→ **DATA FOR THE TASK**
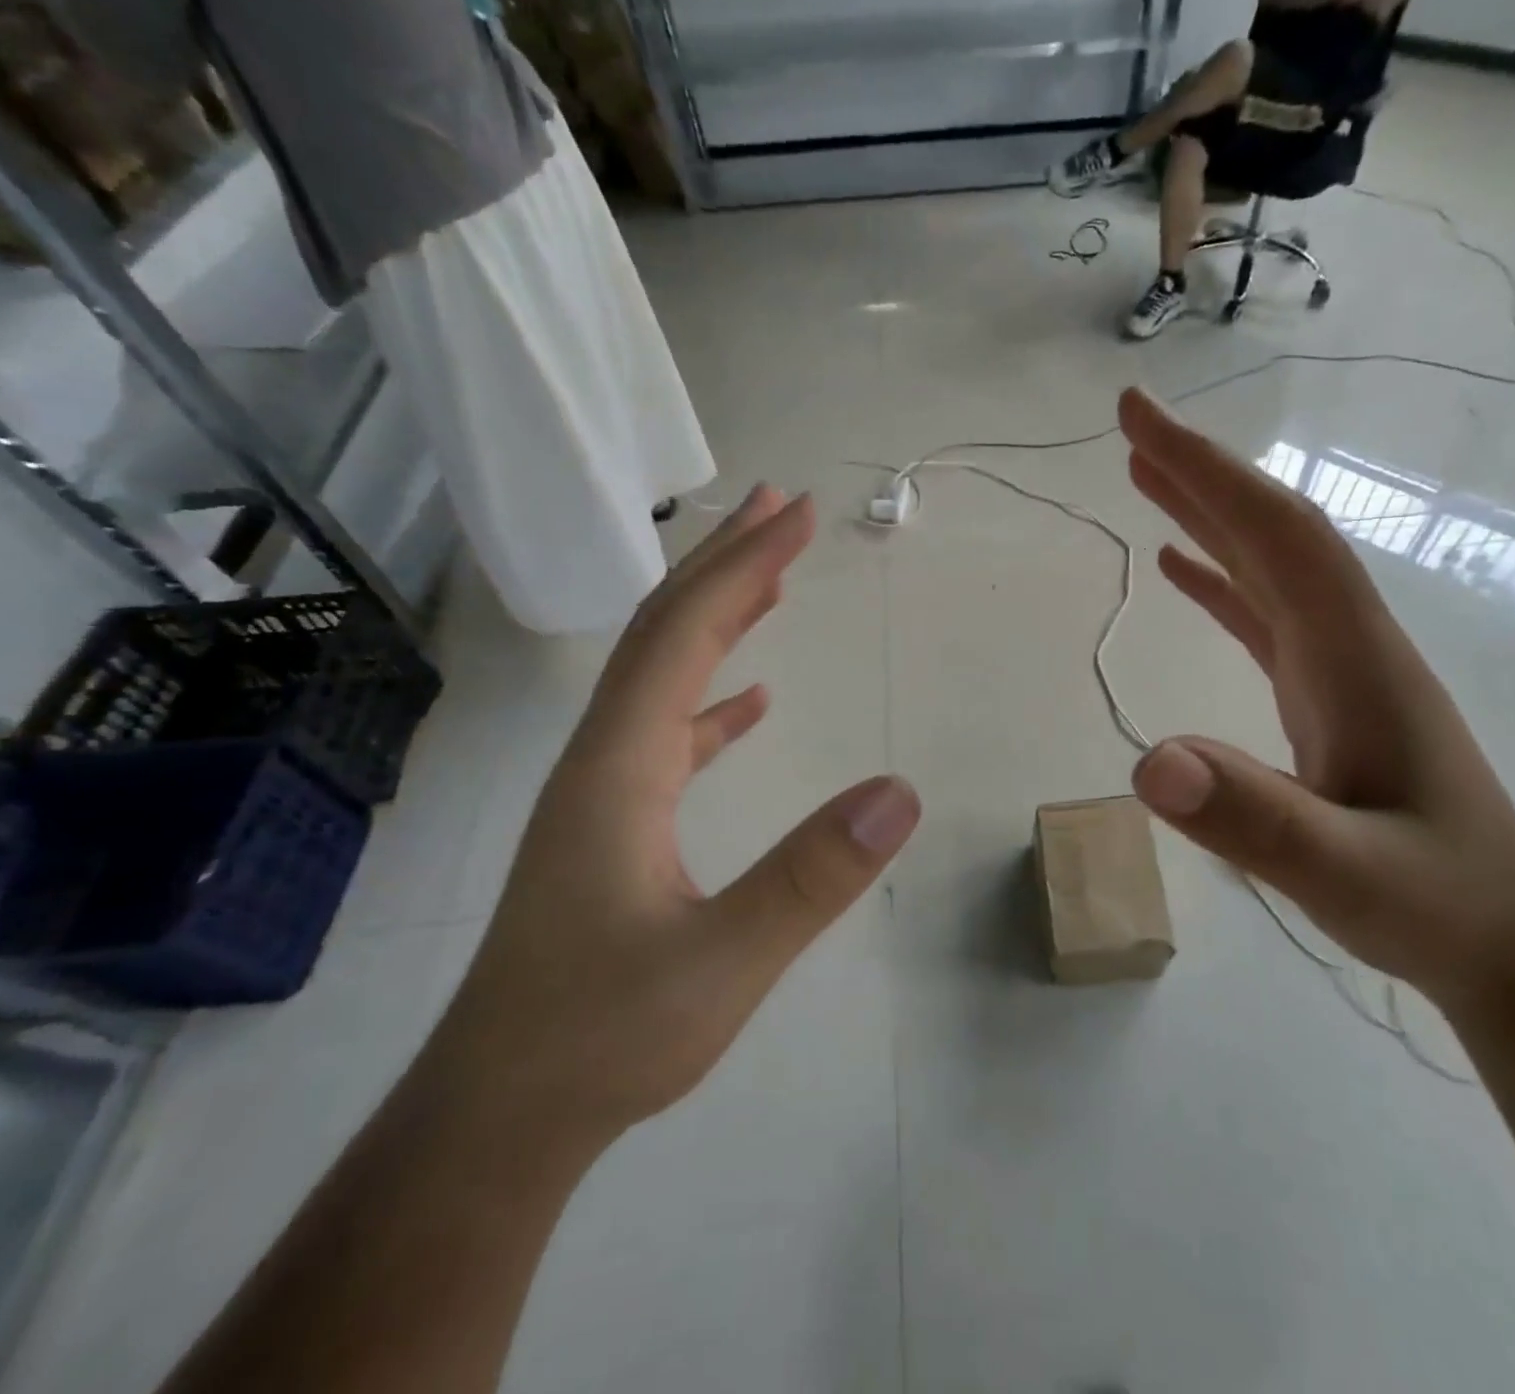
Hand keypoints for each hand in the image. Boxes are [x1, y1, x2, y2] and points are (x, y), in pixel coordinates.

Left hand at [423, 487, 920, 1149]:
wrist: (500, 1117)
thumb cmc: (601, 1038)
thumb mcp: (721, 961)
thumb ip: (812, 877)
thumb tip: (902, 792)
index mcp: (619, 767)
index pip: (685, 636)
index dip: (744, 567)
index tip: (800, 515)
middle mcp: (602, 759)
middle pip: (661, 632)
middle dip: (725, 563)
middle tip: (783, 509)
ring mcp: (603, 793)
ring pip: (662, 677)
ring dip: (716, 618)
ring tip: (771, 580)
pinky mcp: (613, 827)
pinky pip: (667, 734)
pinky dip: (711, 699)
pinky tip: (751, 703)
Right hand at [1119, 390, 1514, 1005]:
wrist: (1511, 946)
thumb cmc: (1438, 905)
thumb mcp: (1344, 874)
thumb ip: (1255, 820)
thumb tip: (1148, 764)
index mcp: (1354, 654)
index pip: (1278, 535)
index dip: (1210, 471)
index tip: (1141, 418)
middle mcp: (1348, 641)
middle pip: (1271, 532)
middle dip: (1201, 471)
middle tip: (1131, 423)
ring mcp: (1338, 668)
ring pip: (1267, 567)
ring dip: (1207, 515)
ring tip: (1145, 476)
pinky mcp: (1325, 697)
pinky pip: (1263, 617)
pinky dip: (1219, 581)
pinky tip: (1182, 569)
--
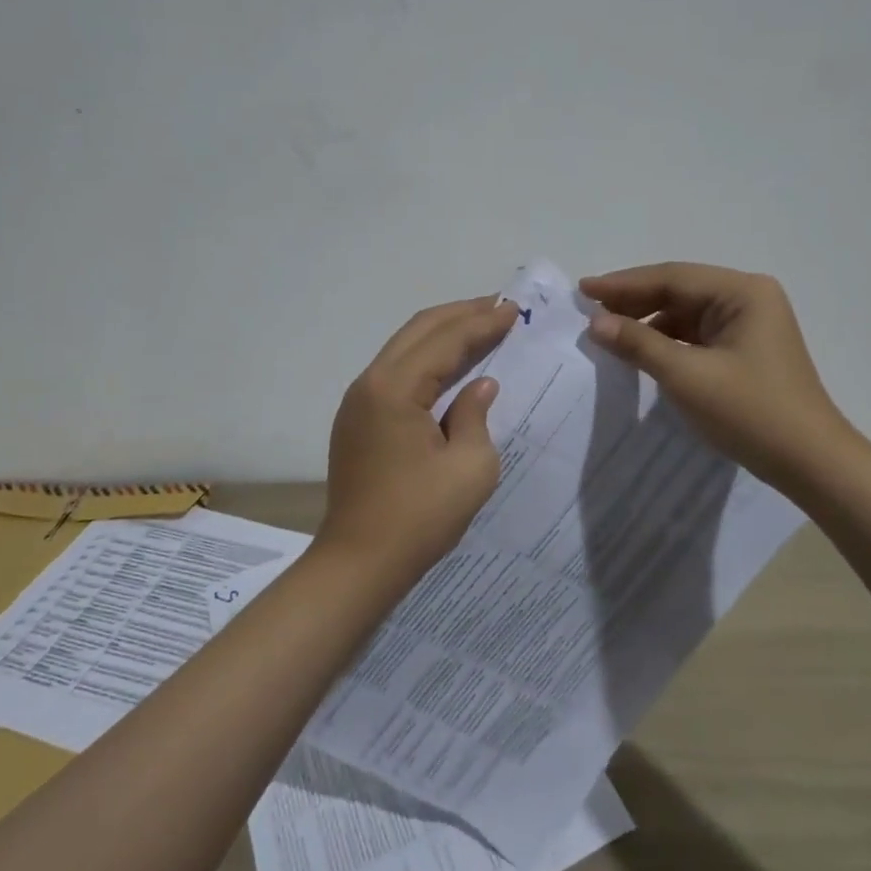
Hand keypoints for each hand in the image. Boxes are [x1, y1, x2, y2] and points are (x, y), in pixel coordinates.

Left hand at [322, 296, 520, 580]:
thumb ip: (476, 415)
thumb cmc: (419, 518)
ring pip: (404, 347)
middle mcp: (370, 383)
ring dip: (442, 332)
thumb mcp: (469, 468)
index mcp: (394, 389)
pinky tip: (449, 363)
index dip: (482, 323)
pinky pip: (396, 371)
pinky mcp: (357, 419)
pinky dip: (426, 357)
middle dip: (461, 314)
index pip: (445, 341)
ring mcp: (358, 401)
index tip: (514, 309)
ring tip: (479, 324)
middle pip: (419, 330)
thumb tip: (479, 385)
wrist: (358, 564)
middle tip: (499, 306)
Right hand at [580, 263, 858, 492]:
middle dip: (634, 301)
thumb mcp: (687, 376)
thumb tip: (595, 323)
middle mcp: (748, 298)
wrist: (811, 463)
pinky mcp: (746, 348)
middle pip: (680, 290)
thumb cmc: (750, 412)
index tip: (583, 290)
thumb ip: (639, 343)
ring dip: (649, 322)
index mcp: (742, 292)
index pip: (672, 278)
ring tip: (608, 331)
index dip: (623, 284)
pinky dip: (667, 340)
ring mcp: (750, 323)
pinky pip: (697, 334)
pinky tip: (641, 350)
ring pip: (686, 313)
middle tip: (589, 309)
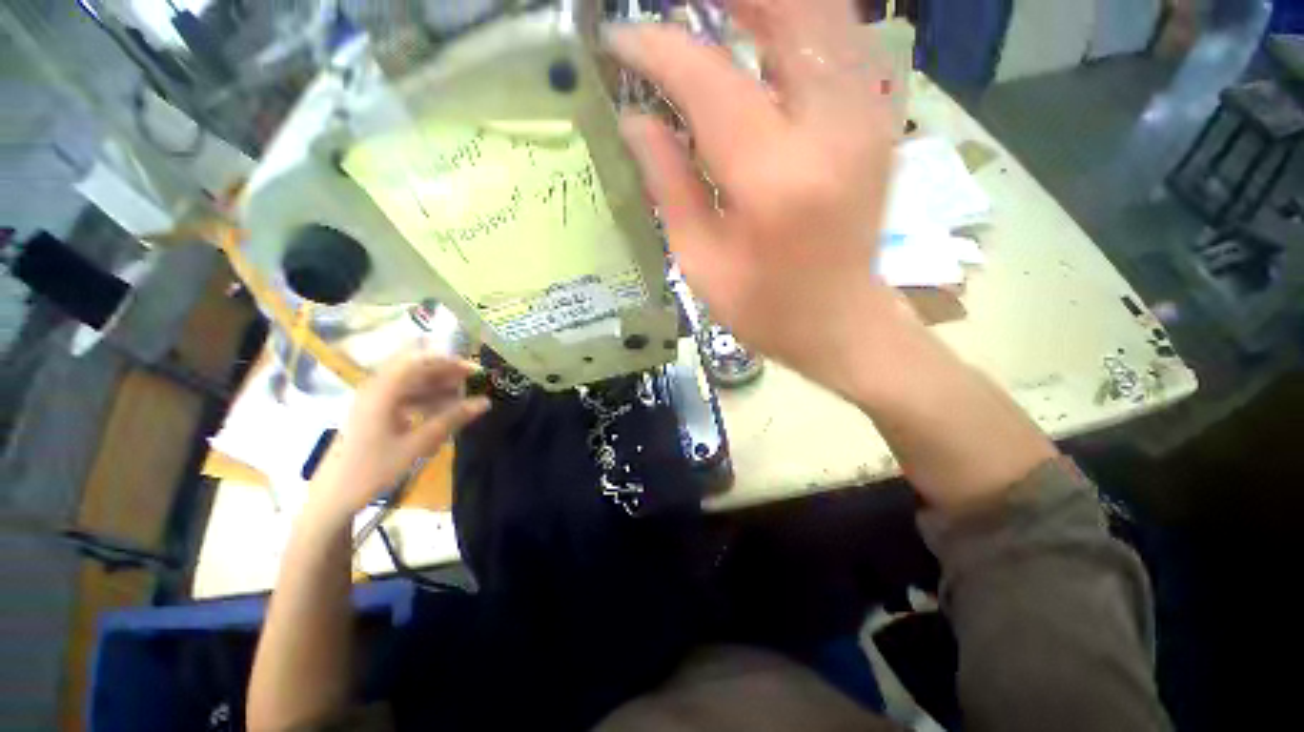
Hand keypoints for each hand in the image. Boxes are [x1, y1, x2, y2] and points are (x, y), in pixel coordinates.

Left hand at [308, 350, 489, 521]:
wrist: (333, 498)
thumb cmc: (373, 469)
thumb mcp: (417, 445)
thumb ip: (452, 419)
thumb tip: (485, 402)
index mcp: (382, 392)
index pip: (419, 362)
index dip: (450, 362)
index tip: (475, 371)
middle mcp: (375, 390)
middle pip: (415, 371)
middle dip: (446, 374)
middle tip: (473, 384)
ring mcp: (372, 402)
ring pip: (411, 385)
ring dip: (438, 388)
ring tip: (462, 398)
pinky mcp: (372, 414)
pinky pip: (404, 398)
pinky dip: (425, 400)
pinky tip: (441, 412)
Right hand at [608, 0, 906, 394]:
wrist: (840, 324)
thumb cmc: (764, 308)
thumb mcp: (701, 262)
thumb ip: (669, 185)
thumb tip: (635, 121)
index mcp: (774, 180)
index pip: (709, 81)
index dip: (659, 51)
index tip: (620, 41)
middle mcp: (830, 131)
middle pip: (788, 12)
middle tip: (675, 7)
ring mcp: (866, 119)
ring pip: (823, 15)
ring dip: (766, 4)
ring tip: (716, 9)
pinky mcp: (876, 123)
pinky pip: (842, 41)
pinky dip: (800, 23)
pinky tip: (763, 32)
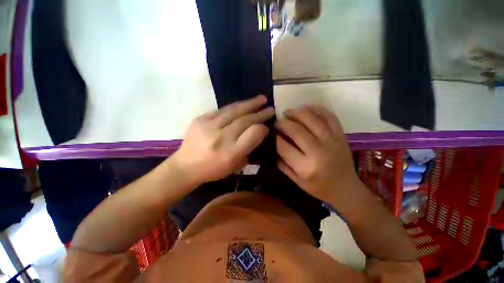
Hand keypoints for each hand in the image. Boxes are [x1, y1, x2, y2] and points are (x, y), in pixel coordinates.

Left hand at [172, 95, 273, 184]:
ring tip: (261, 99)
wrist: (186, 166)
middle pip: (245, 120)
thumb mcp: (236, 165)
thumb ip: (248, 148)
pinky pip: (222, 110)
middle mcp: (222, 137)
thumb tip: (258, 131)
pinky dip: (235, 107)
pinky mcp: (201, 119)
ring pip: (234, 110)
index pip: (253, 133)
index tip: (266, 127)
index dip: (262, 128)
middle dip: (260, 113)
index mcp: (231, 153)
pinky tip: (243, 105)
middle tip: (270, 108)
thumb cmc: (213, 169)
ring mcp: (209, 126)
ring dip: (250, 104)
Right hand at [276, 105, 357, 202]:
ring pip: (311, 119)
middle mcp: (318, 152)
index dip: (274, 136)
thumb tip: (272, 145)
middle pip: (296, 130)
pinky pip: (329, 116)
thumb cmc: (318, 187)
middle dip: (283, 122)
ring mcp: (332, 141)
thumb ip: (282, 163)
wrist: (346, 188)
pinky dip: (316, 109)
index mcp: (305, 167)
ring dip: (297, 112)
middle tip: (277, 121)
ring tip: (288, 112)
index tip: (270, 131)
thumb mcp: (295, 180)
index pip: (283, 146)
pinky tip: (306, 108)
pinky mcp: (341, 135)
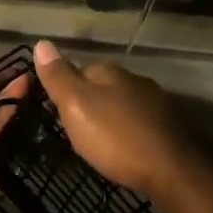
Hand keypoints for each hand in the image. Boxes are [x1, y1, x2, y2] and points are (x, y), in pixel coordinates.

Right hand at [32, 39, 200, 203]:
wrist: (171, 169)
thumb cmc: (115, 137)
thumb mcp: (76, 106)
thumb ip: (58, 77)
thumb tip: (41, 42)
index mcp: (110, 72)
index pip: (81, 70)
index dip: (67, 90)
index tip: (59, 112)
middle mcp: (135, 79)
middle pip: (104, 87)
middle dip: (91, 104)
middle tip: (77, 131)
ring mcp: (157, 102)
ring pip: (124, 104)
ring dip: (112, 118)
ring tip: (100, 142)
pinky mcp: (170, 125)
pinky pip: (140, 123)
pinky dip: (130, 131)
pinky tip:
...
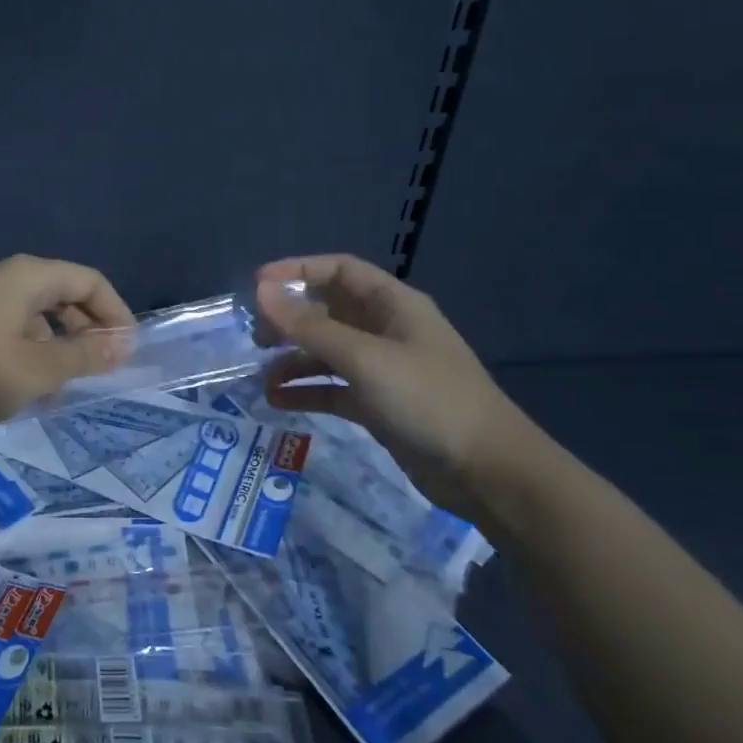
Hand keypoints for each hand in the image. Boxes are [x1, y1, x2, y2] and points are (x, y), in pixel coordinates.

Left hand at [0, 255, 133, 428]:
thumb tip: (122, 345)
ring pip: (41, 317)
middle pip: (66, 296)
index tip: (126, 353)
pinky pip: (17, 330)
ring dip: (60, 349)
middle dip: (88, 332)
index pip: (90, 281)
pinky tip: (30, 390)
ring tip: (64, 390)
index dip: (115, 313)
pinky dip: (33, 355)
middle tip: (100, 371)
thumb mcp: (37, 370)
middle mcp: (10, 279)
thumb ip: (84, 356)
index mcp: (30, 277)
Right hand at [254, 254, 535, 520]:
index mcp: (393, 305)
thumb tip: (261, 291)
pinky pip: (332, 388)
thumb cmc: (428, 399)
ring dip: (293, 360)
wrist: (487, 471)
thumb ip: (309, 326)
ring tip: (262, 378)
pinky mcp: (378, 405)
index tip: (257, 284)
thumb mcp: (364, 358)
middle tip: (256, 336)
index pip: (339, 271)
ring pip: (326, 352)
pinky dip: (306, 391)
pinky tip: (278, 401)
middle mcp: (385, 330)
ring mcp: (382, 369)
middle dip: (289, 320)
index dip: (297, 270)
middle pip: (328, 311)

→ **WHAT YOU NEED TO DO**
Copy all lines from the entries that contain the word "Left".

→ **RESPONSE TO THE TASK**
Left hand at [423, 487, 920, 1149]:
Left hand at [322, 296, 520, 580]:
Left hand at [308, 350, 489, 521]:
Left hand at [172, 95, 273, 184]:
Left hand at [0, 255, 133, 428]:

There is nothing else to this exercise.